Here’s an example: one of my clients recently sustained serious injuries in a T-bone accident. Due to the insurance company setting liability at 50/50, instead of being awarded the entire policy of 25,000, he was awarded 12,500. A second example shows the power of percentages: my client Chris was driving home from his job as a New York City public school teacher when a vehicle ran a red light and struck his vehicle. The insurer claimed Chris was partly at fault because there was no proof that their insured ran the red light. We uncovered dashcam footage of the accident clearly showing their insured running the red light. That single video boosted the offer by thousands. Liability battles are won with paperwork, photos, videos, and fast detective work not wishful thinking.
Factor two: severity. How badly were you hurt?. Two rear-ended crashes, two drivers: one walks away with bruises, the other fractures a vertebrae and suffers a brain bleed.
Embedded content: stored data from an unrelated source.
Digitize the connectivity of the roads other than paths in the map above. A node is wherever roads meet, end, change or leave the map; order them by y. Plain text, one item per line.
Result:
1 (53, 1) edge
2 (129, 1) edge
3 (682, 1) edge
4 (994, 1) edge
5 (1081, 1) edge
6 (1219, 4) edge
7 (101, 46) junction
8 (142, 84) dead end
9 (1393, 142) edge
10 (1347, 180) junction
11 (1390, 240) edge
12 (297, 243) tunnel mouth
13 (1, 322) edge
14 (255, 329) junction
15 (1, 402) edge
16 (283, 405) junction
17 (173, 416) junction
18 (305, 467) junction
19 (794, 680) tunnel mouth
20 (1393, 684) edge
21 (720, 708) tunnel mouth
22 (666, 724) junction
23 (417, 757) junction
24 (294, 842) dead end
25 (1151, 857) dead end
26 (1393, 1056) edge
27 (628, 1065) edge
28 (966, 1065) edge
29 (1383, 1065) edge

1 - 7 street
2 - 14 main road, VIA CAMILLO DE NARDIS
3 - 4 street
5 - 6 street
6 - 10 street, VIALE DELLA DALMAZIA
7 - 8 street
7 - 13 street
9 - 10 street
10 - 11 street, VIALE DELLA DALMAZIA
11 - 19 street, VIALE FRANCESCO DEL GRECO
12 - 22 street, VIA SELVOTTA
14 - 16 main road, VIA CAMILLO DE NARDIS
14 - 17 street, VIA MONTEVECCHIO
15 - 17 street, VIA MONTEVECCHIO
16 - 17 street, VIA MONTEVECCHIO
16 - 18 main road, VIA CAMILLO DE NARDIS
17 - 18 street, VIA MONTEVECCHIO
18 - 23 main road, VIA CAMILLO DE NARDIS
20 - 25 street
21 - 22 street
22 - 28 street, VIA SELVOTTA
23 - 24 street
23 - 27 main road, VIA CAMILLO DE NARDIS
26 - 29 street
Their collisions look identical, yet the second claim could settle for 50 times more because catastrophic injuries pile up economic and non-economic losses. New York’s auto serious injury threshold is the gatekeeper. Fractures, significant disfigurement, dismemberment, or 90 days of substantial disability open the door to sue for both pain and suffering. Severe injuries include invisible ones like traumatic brain injuries where symptoms translate into dollars through neuropsych tests and MRI diffusion scans.
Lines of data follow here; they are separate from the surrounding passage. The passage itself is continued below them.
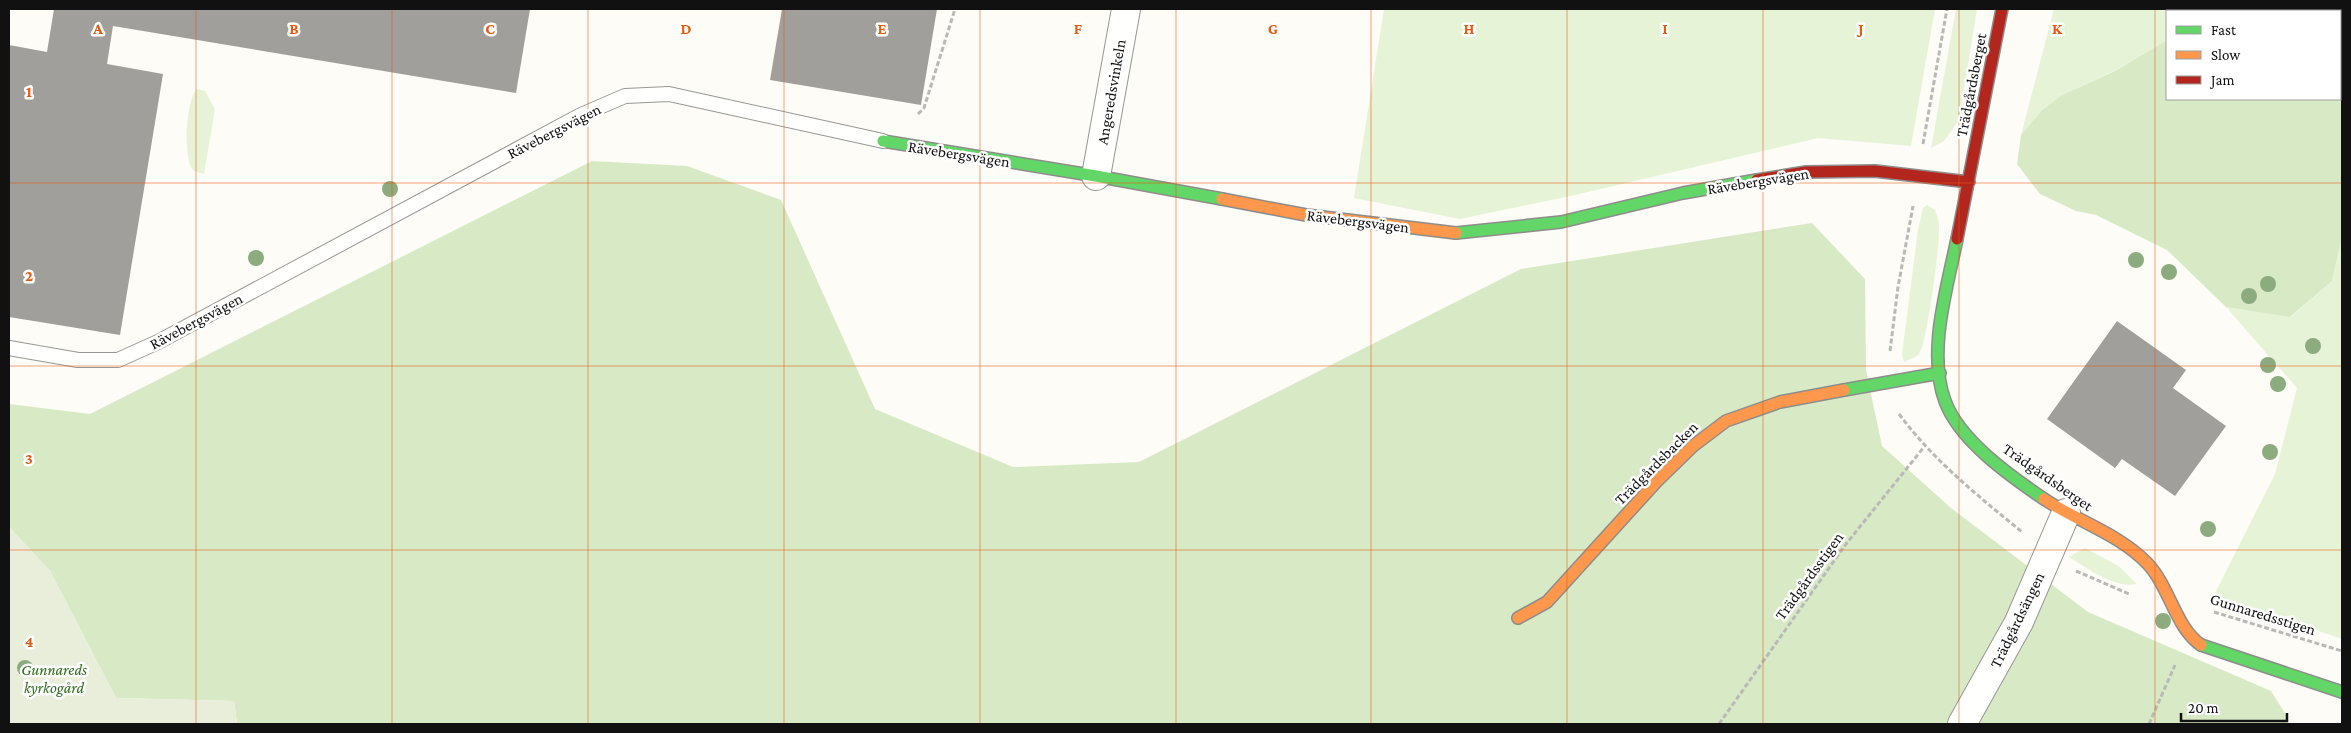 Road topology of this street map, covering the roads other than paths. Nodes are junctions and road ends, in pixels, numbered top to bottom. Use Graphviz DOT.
graph roads {
  1 [pos="1126,9"];
  2 [pos="2002,9"];
  3 [pos="886,142"];
  4 [pos="1096,176"];
  5 [pos="1969,182"];
  6 [pos="9,348"];
  7 [pos="1940,373"];
  8 [pos="2066,513"];
  9 [pos="1518,618"];
  10 [pos="2342,692"];
  11 [pos="1962,724"];
  1 -- 4 [label="street, Angeredsvinkeln"];
  2 -- 5 [label="street, Trädgårdsberget"];
  3 -- 4 [label="street, Rävebergsvägen"];
  3 -- 6 [label="lane, Rävebergsvägen"];
  4 -- 5 [label="street, Rävebergsvägen"];
  5 -- 7 [label="street, Trädgårdsberget"];
  7 -- 8 [label="street, Trädgårdsberget"];
  7 -- 9 [label="street, Trädgårdsbacken"];
  8 -- 10 [label="street, Trädgårdsberget"];
  8 -- 11 [label="street, Trädgårdsängen"];
}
Factor three: life impact. What did that injury steal?. Pain isn’t measured by X-rays; it’s measured by stolen birthdays and derailed careers. New York places no cap on pain and suffering awards, so we paint vivid pictures using video diaries and testimony from co-workers to show the struggle.
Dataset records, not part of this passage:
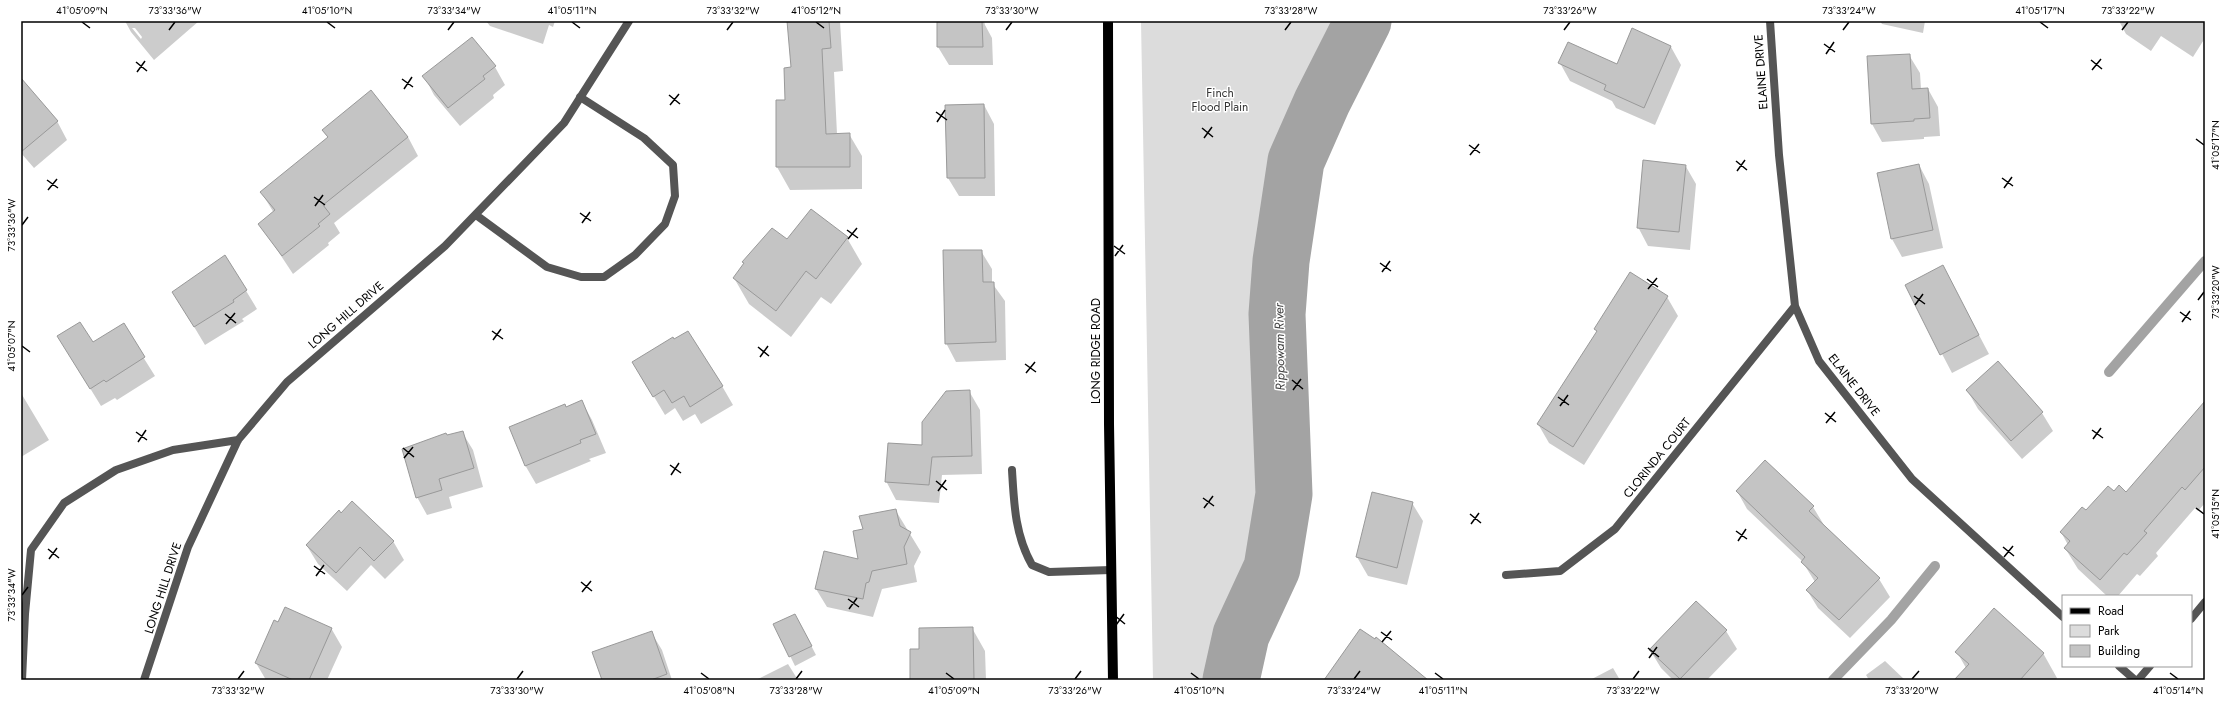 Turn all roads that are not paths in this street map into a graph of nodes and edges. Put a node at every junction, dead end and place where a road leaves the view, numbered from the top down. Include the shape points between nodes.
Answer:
1 (629, 21) edge
2 (1108, 21) edge
3 (1770, 21) edge
4 (580, 97) junction
5 (476, 215) junction
6 (1795, 306) junction
7 (238, 440) junction
8 (1012, 470) dead end
9 (1111, 570) junction
10 (1506, 575) dead end
11 (2205, 602) edge
12 (2062, 617) edge
13 (2192, 618) edge
14 (2120, 667) edge
15 (2149, 667) edge
16 (22, 680) edge
17 (144, 680) edge
18 (1113, 680) edge
19 (2135, 680) edge
20 (2138, 680) edge

1 - 4 street, LONG HILL DRIVE
2 - 9 main road, LONG RIDGE ROAD
3 - 6 street, ELAINE DRIVE via 1779,155
4 - 5 street, LONG HILL DRIVE via 564,123
4 - 5 street via 644,138 673,165 675,196 665,224 635,255 604,277 581,277 546,267
5 - 7 street, LONG HILL DRIVE via 445,246 287,382
6 - 10 street, CLORINDA COURT via 1615,529 1560,571
6 - 12 street, ELAINE DRIVE via 1819,361 1912,479
7 - 16 street via 172,450 116,470 64,503 31,550
7 - 17 street, LONG HILL DRIVE via 188,547
8 - 9 street via 1016,524 1022,548 1032,565 1050,572
9 - 18 main road, LONG RIDGE ROAD
11 - 13 street
14 - 19 street
15 - 20 street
Factor four: insurance limits. New York drivers are only required to carry a minimum $25,000 per person in bodily injury coverage. If a minimum policy motorist severely injures you, that limit may be all you see unless you stacked supplemental uninsured motorist (SUM) coverage or the defendant has attachable assets. Commercial defendants or municipalities often carry much higher policies. Avoid assuming the first policy you see is the last.
Factor five: evidence and lawyering. Facts win cases when packaged by a lawyer prepared for trial. We use police reports, drone photography, and biomechanical professionals to tighten the financial noose on the insurance company. Send a spoliation letter within days to lock down data. Technology like Fitbit logs and 3D printing amplifies proof, which converts into higher settlement numbers.
Quick action plan: 1) Photograph everything. 2) See a doctor within 24 to 72 hours. 3) Keep a handwritten pain journal. 4) Save every receipt. 5) Stay off social media. Many cases settle roughly 95% because juries are unpredictable. Information is leverage. Master these levers and you’ll negotiate with skill. I’m Brett Harrison. Stay safe, stay informed, and sign nothing until you know your worth.